§ **Source records**:
»»

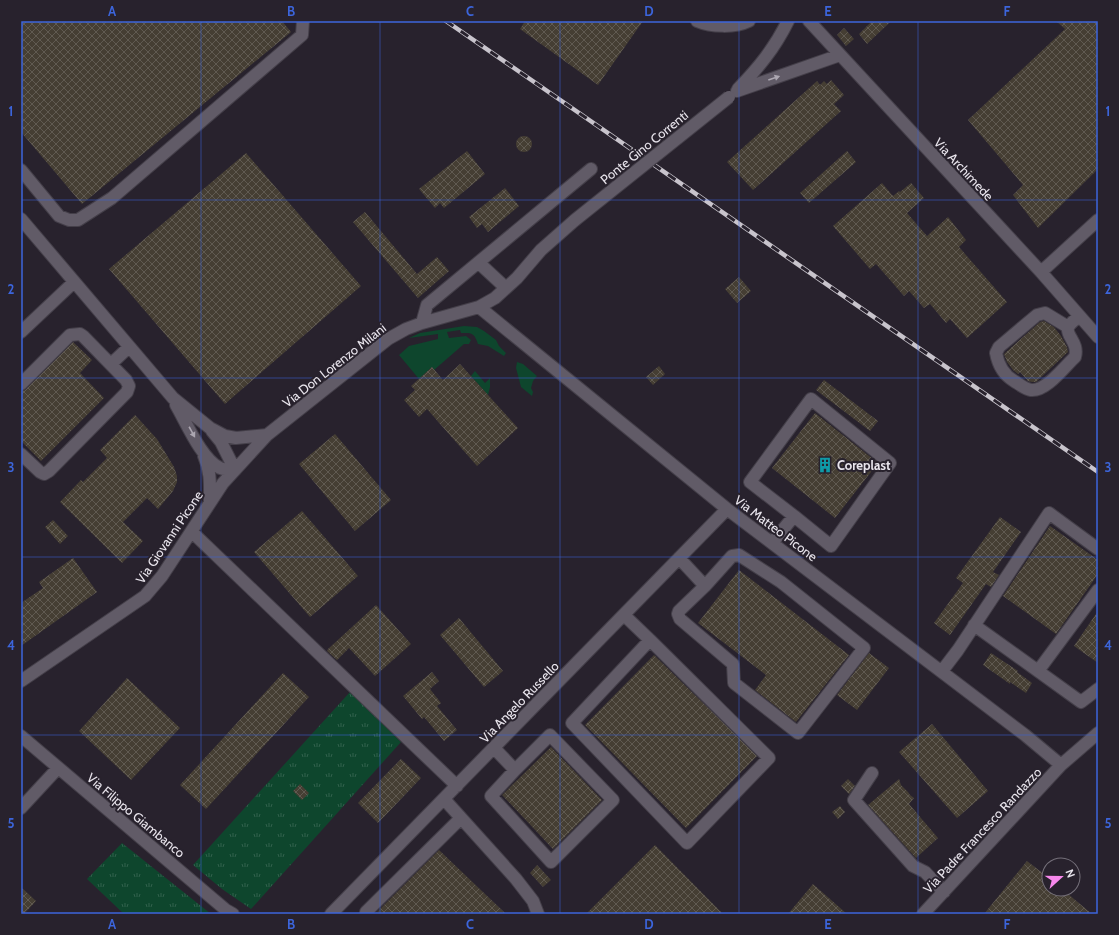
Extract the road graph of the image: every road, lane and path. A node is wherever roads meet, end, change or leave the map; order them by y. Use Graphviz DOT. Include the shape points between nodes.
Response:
graph roads {
  1 [pos="303,21"];
  2 [pos="697,21"];
  3 [pos="749,21"];
  4 [pos="788,21"];
  5 [pos="809,21"];
  6 [pos="840,54"];
  7 [pos="733,94"];
  8 [pos="591,168"];
  9 [pos="21,170"];
  10 [pos="21,219"];
  11 [pos="575,220"];
  12 [pos="1098,220"];
  13 [pos="479,262"];
  14 [pos="1041,272"];
  15 [pos="74,282"];
  16 [pos="506,288"];
  17 [pos="479,307"];
  18 [pos="1079,316"];
  19 [pos="422,324"];
  20 [pos="1068,327"];
  21 [pos="21,332"];
  22 [pos="1098,337"];
  23 [pos="129,347"];
  24 [pos="111,364"];
  25 [pos="21,384"];
  26 [pos="173,398"];
  27 [pos="210,428"];
  28 [pos="267,435"];
  29 [pos="202,451"];
  30 [pos="21,454"];
  31 [pos="235,470"];
  32 [pos="210,502"];
  33 [pos="727,509"];
  34 [pos="794,516"];
  35 [pos="192,532"];
  36 [pos="772,543"];
  37 [pos="1098,549"];
  38 [pos="679,558"];
  39 [pos="705,586"];
  40 [pos="1098,590"];
  41 [pos="624,615"];
  42 [pos="974,625"];
  43 [pos="650,640"];
  44 [pos="942,671"];
  45 [pos="1038,671"];
  46 [pos="21,681"];
  47 [pos="1098,689"];
  48 [pos="1098,733"];
  49 [pos="21,736"];
  50 [pos="494,748"];
  51 [pos="1061,765"];
  52 [pos="58,768"];
  53 [pos="515,770"];
  54 [pos="872,773"];
  55 [pos="457,786"];
  56 [pos="444,799"];
  57 [pos="21,808"];
  58 [pos="461,818"];
  59 [pos="944,892"];
  60 [pos="233,914"];
  61 [pos="331,914"];
  62 [pos="368,914"];
  63 [pos="538,914"];
  64 [pos="923,914"];
  1 -- 9 [label="street" via="302,35 112,198 78,220 59,216"];
  2 -- 3 [label="street" via="722,26"];
  4 -- 7 [label="street" via="762,64"];
  5 -- 6 [label="street, Via Archimede"];
  7 -- 6 [label="street, one-way"];
  6 -- 14 [label="street, Via Archimede"];
  7 -- 11 [label="street, Ponte Gino Correnti, bridge"];
  8 -- 13 [label="street"];
  10 -- 15 [label="street"];
  11 -- 16 [label="street, Via Don Lorenzo Milani" via="540,250"];
  12 -- 14 [label="street"];
  13 -- 16 [label="street"];
  13 -- 19 [label="street" via="427,305"];
  14 -- 18 [label="street, Via Archimede"];
  15 -- 21 [label="street"];
  15 -- 23 [label="street"];
  16 -- 17 [label="street, Via Don Lorenzo Milani"];
  17 -- 19 [label="street, Via Don Lorenzo Milani"];
  17 -- 33 [label="street, Via Matteo Picone"];
  18 -- 20 [label="street"];
  18 -- 22 [label="street, Via Archimede"];
  19 -- 28 [label="street, Via Don Lorenzo Milani" via="388,339"];
  20 -- 20 [label="street" via="1067,330 1076,346 1075,357 1052,381 1041,387 1032,390 1012,380 997,361 996,353 999,347 1037,315 1045,313"];
  23 -- 24 [label="street"];
  23 -- 26 [label="street"];
  24 -- 25 [label="street" via="83,336 74,334 70,335"];
  24 -- 30 [label="street" via="126,380 127,392 49,471 44,474 40,472"];
  26 -- 27 [label="street"];
  26 -- 29 [label="street, one-way"];
  27 -- 28 [label="street" via="225,436 236,438"];
  27 -- 31 [label="street" via="221,442"];
  28 -- 31 [label="street, Via Don Lorenzo Milani"];
  29 -- 31 [label="street" via="212,463"];
  29 -- 32 [label="street" via="208,465"];
  31 -- 32 [label="street, Via Giovanni Picone"];
  32 -- 35 [label="street, Via Giovanni Picone"];
  33 -- 36 [label="street, Via Matteo Picone"];
  33 -- 38 [label="street, Via Angelo Russello"];
  34 -- 34 [label="street" via="830,546 890,463 811,399 750,482"];
  34 -- 36 [label="street"];
  35 -- 46 [label="street, Via Giovanni Picone" via="145,596"];
  35 -- 55 [label="street"];
  36 -- 44 [label="street, Via Matteo Picone"];
  37 -- 42 [label="street" via="1049,513"];
  38 -- 39 [label="street"];
  38 -- 41 [label="street, Via Angelo Russello"];
  39 -- 39 [label="street" via="732,556 739,555 781,582 864,648 798,733 734,683 733,664 680,618 679,611"];
  40 -- 45 [label="street"];
  41 -- 43 [label="street"];
  41 -- 50 [label="street, Via Angelo Russello"];
  42 -- 44 [label="street"];
  42 -- 45 [label="street"];
  43 -- 43 [label="street" via="572,723 687,843 769,758"];
  44 -- 51 [label="street, Via Matteo Picone"];
  45 -- 47 [label="street" via="1081,702"];
  48 -- 51 [label="street, Via Padre Francesco Randazzo"];
  49 -- 52 [label="street, Via Filippo Giambanco"];
  50 -- 53 [label="street"];
  50 -- 55 [label="street, Via Angelo Russello"];
  51 -- 59 [label="street, Via Padre Francesco Randazzo"];
  52 -- 57 [label="street"];
  52 -- 60 [label="street, Via Filippo Giambanco"];
  53 -- 53 [label="street" via="491,796 551,862 614,800 550,735"];
  54 -- 59 [label="street" via="854,800 913,866 925,872"];
  55 -- 56 [label="street, Via Angelo Russello"];
  56 -- 58 [label="street"];
  56 -- 61 [label="street, Via Angelo Russello"];
  58 -- 62 [label="street" via="366,912"];
  58 -- 63 [label="street" via="516,879 533,901"];
  59 -- 64 [label="street, Via Padre Francesco Randazzo"];
}
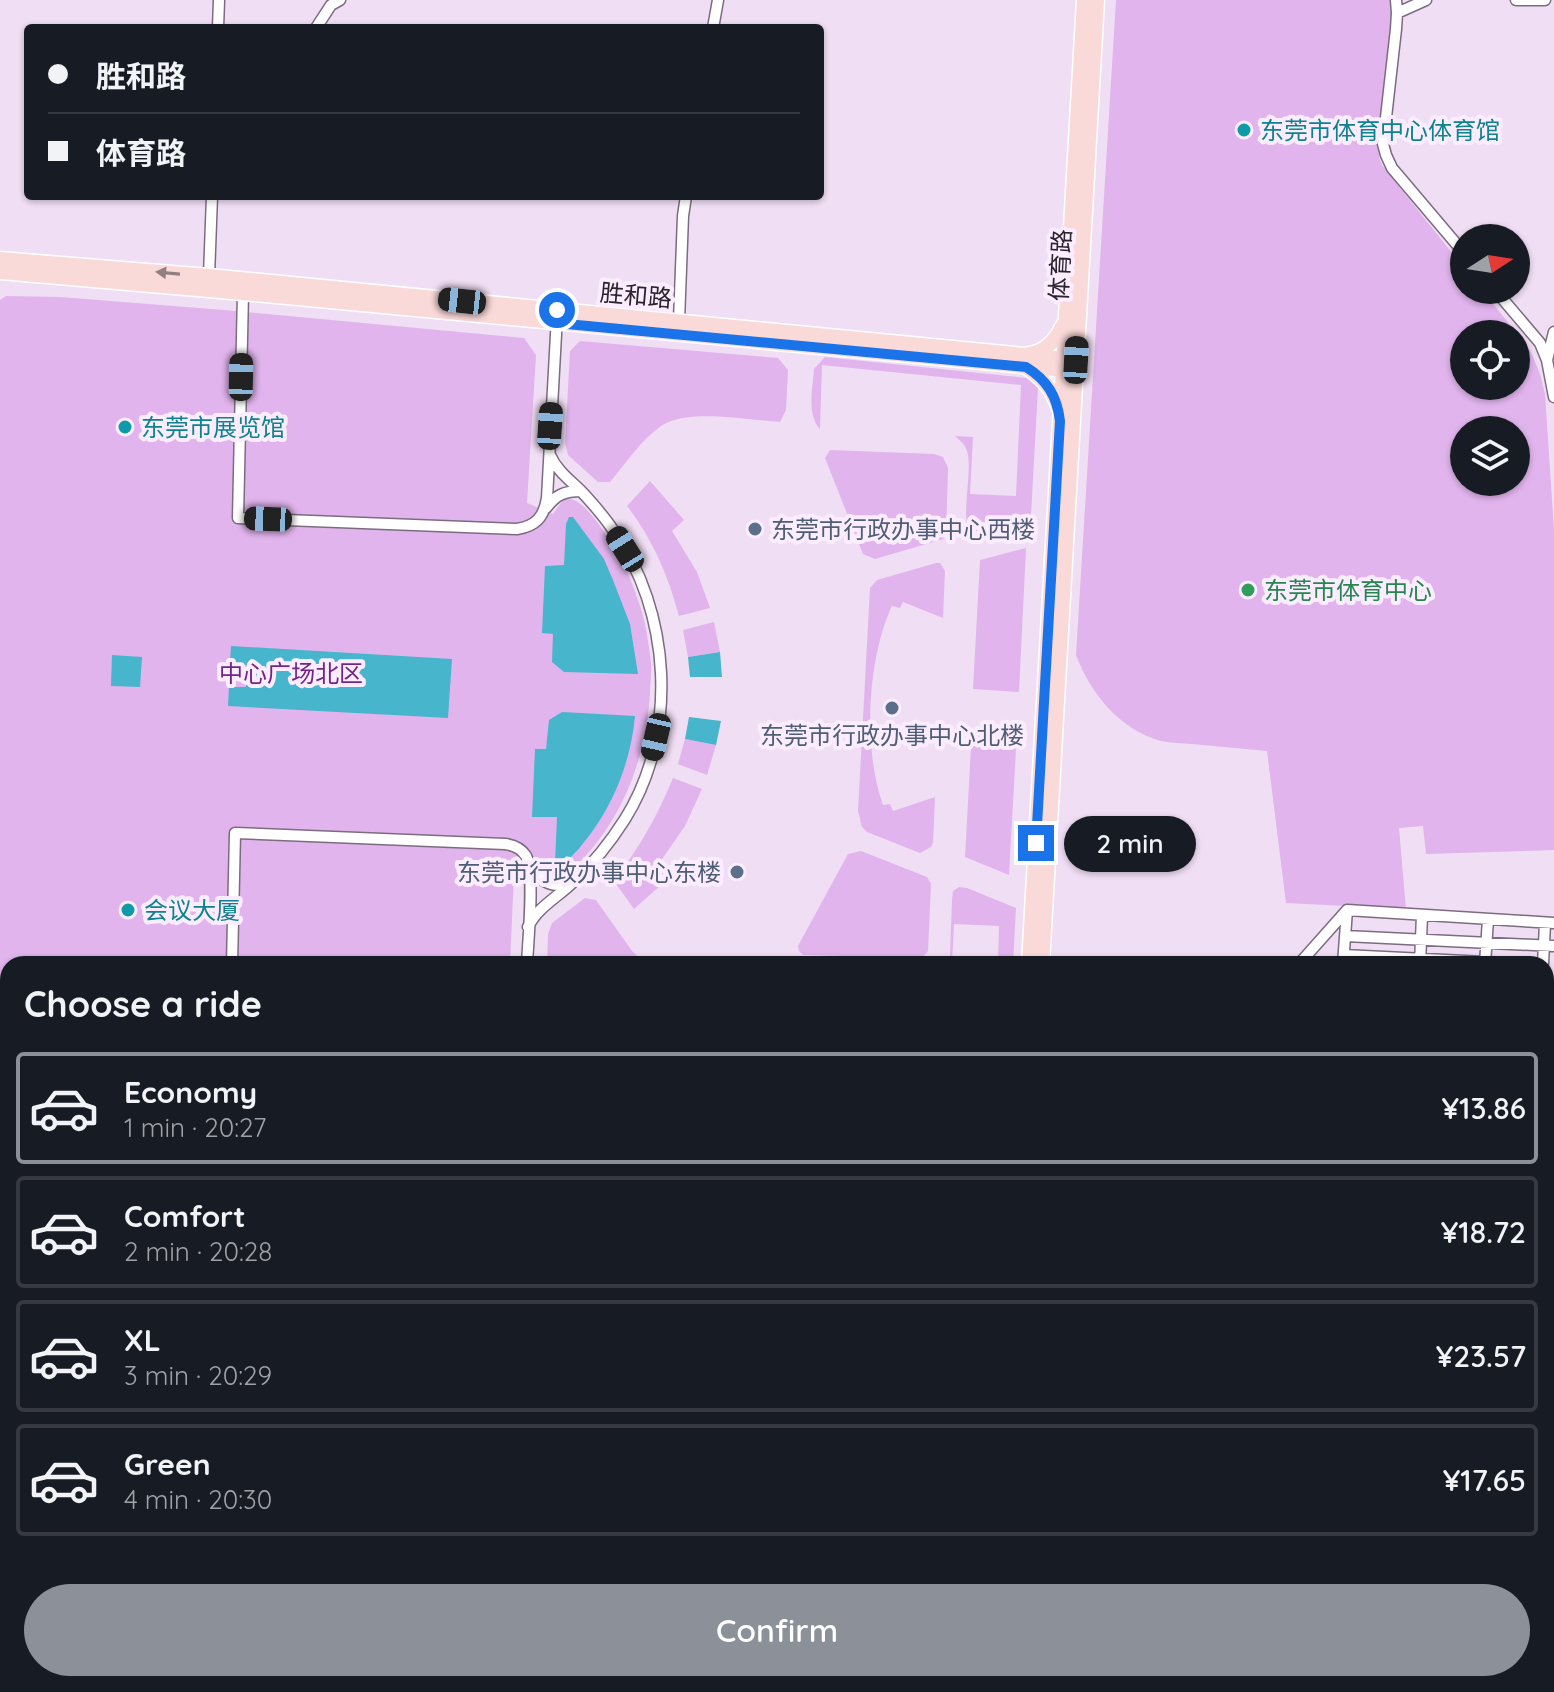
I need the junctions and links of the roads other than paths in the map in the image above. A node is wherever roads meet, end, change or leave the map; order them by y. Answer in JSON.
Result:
{"nodes":[{"id":1,"x":219,"y":0,"type":"edge"},
{"id":2,"x":340,"y":0,"type":"edge"},
{"id":3,"x":718,"y":0,"type":"edge"},
{"id":4,"x":1084,"y":0,"type":"edge"},
{"id":5,"x":1097,"y":0,"type":"edge"},
{"id":6,"x":1396,"y":0,"type":"edge"},
{"id":7,"x":1426,"y":0,"type":"edge"},
{"id":8,"x":1516,"y":0,"type":"edge"},
{"id":9,"x":1545,"y":0,"type":"edge"},
{"id":10,"x":1397,"y":13,"type":"junction"},
{"id":11,"x":218,"y":24,"type":"edge"},
{"id":12,"x":319,"y":24,"type":"edge"},
{"id":13,"x":714,"y":24,"type":"edge"},
{"id":14,"x":212,"y":200,"type":"edge"},
{"id":15,"x":685,"y":200,"type":"edge"},
{"id":16,"x":1450,"y":236,"type":"edge"},
{"id":17,"x":0,"y":248,"type":"edge"},
{"id":18,"x":0,"y":259,"type":"edge"},
{"id":19,"x":25,"y":266,"type":"junction"},
{"id":20,"x":0,"y":272,"type":"edge"},
{"id":21,"x":209,"y":276,"type":"junction"},
{"id":22,"x":0,"y":283,"type":"edge"},
{"id":23,"x":243,"y":293,"type":"junction"},
{"id":24,"x":1507,"y":304,"type":"edge"},
{"id":25,"x":1066,"y":313,"type":"junction"},
{"id":26,"x":557,"y":316,"type":"junction"},
{"id":27,"x":679,"y":321,"type":"junction"},
{"id":28,"x":1554,"y":332,"type":"edge"},
{"id":29,"x":1547,"y":360,"type":"junction"},
{"id":30,"x":1026,"y":361,"type":"junction"},
{"id":31,"x":1070,"y":365,"type":"junction"},
{"id":32,"x":1554,"y":397,"type":"edge"},
{"id":33,"x":1060,"y":421,"type":"junction"},
{"id":34,"x":548,"y":451,"type":"junction"},
{"id":35,"x":581,"y":491,"type":"junction"},
{"id":36,"x":545,"y":509,"type":"junction"},
{"id":37,"x":530,"y":867,"type":"junction"},
{"id":38,"x":574,"y":882,"type":"junction"},
{"id":39,"x":1347,"y":910,"type":"junction"},
{"id":40,"x":1422,"y":915,"type":"junction"},
{"id":41,"x":1488,"y":919,"type":"junction"},
{"id":42,"x":1549,"y":923,"type":"edge"},
{"id":43,"x":528,"y":927,"type":"junction"},
{"id":44,"x":1345,"y":936,"type":"junction"},
{"id":45,"x":1421,"y":940,"type":"junction"},
{"id":46,"x":1486,"y":943,"type":"junction"},
{"id":47,"x":1549,"y":946,"type":"edge"},
{"id":48,"x":232,"y":956,"type":"edge"},
{"id":49,"x":527,"y":956,"type":"edge"},
{"id":50,"x":1029,"y":956,"type":"edge"},
{"id":51,"x":1042,"y":956,"type":"edge"},
{"id":52,"x":1306,"y":956,"type":"edge"},
{"id":53,"x":1344,"y":956,"type":"edge"},
{"id":54,"x":1420,"y":956,"type":"edge"},
{"id":55,"x":1485,"y":956,"type":"edge"}],
"edges":[{"from":1,"to":11,"type":"street"},
{"from":2,"to":12,"type":"street"},
{"from":3,"to":13,"type":"street"},
{"from":4,"to":25,"type":"main road","name":"体育路"},
{"from":5,"to":31,"type":"main road","name":"体育路"},
{"from":6,"to":10,"type":"street"},
{"from":7,"to":10,"type":"street"},
{"from":8,"to":9,"type":"street"},
{"from":10,"to":16,"type":"street"},
{"from":14,"to":21,"type":"street"},
{"from":15,"to":27,"type":"street"},
{"from":17,"to":19,"type":"main road"},
{"from":18,"to":19,"type":"main road","name":"胜和路"},
{"from":19,"to":20,"type":"main road","name":"胜和路"},
{"from":21,"to":19,"type":"main road","name":"胜和路","one_way":true},
{"from":19,"to":22,"type":"main road"},
{"from":19,"to":23,"type":"main road","name":"胜和路"},
{"from":21,"to":26,"type":"main road","name":"胜和路"},
{"from":23,"to":26,"type":"main road","name":"胜和路"},
{"from":23,"to":36,"type":"street"},
{"from":24,"to":29,"type":"street"},
{"from":25,"to":30,"type":"main road"},
{"from":25,"to":31,"type":"main road","name":"体育路"},
{"from":26,"to":27,"type":"main road","name":"胜和路"},
{"from":26,"to":30,"type":"main road","name":"胜和路"},
{"from":26,"to":34,"type":"street"},
{"from":27,"to":30,"type":"main road","name":"胜和路"},
{"from":28,"to":29,"type":"street"},
{"from":29,"to":32,"type":"street"},
{"from":30,"to":31,"type":"main road","name":"胜和路"},
{"from":30,"to":33,"type":"main road"},
{"from":31,"to":33,"type":"main road","name":"体育路"},
{"from":31,"to":51,"type":"main road","name":"体育路"},
{"from":33,"to":50,"type":"main road","name":"体育路"},
{"from":34,"to":35,"type":"street"},
{"from":34,"to":36,"type":"street"},
{"from":35,"to":36,"type":"street"},
{"from":35,"to":38,"type":"street"},
{"from":37,"to":38,"type":"street"},
{"from":37,"to":43,"type":"street"},
{"from":37,"to":48,"type":"street"},
{"from":38,"to":43,"type":"street"},
{"from":39,"to":40,"type":"street"},
{"from":39,"to":44,"type":"street"},
{"from":39,"to":52,"type":"street"},
{"from":40,"to":41,"type":"street"},
{"from":40,"to":45,"type":"street"},
{"from":41,"to":42,"type":"street"},
{"from":41,"to":46,"type":"street"},
{"from":42,"to":47,"type":"street"},
{"from":43,"to":49,"type":"street"},
{"from":44,"to":45,"type":"street"},
{"from":44,"to":53,"type":"street"},
{"from":45,"to":46,"type":"street"},
{"from":45,"to":54,"type":"street"},
{"from":46,"to":47,"type":"street"},
{"from":46,"to":55,"type":"street"}]}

««

§ **Task statement**: Go through the records and gather the lines that hold "Matteo".

§ **Exercise response**:
  17 -- 33 [label="street, Via Matteo Picone"];
  33 -- 36 [label="street, Via Matteo Picone"];
  36 -- 44 [label="street, Via Matteo Picone"];
  44 -- 51 [label="street, Via Matteo Picone"];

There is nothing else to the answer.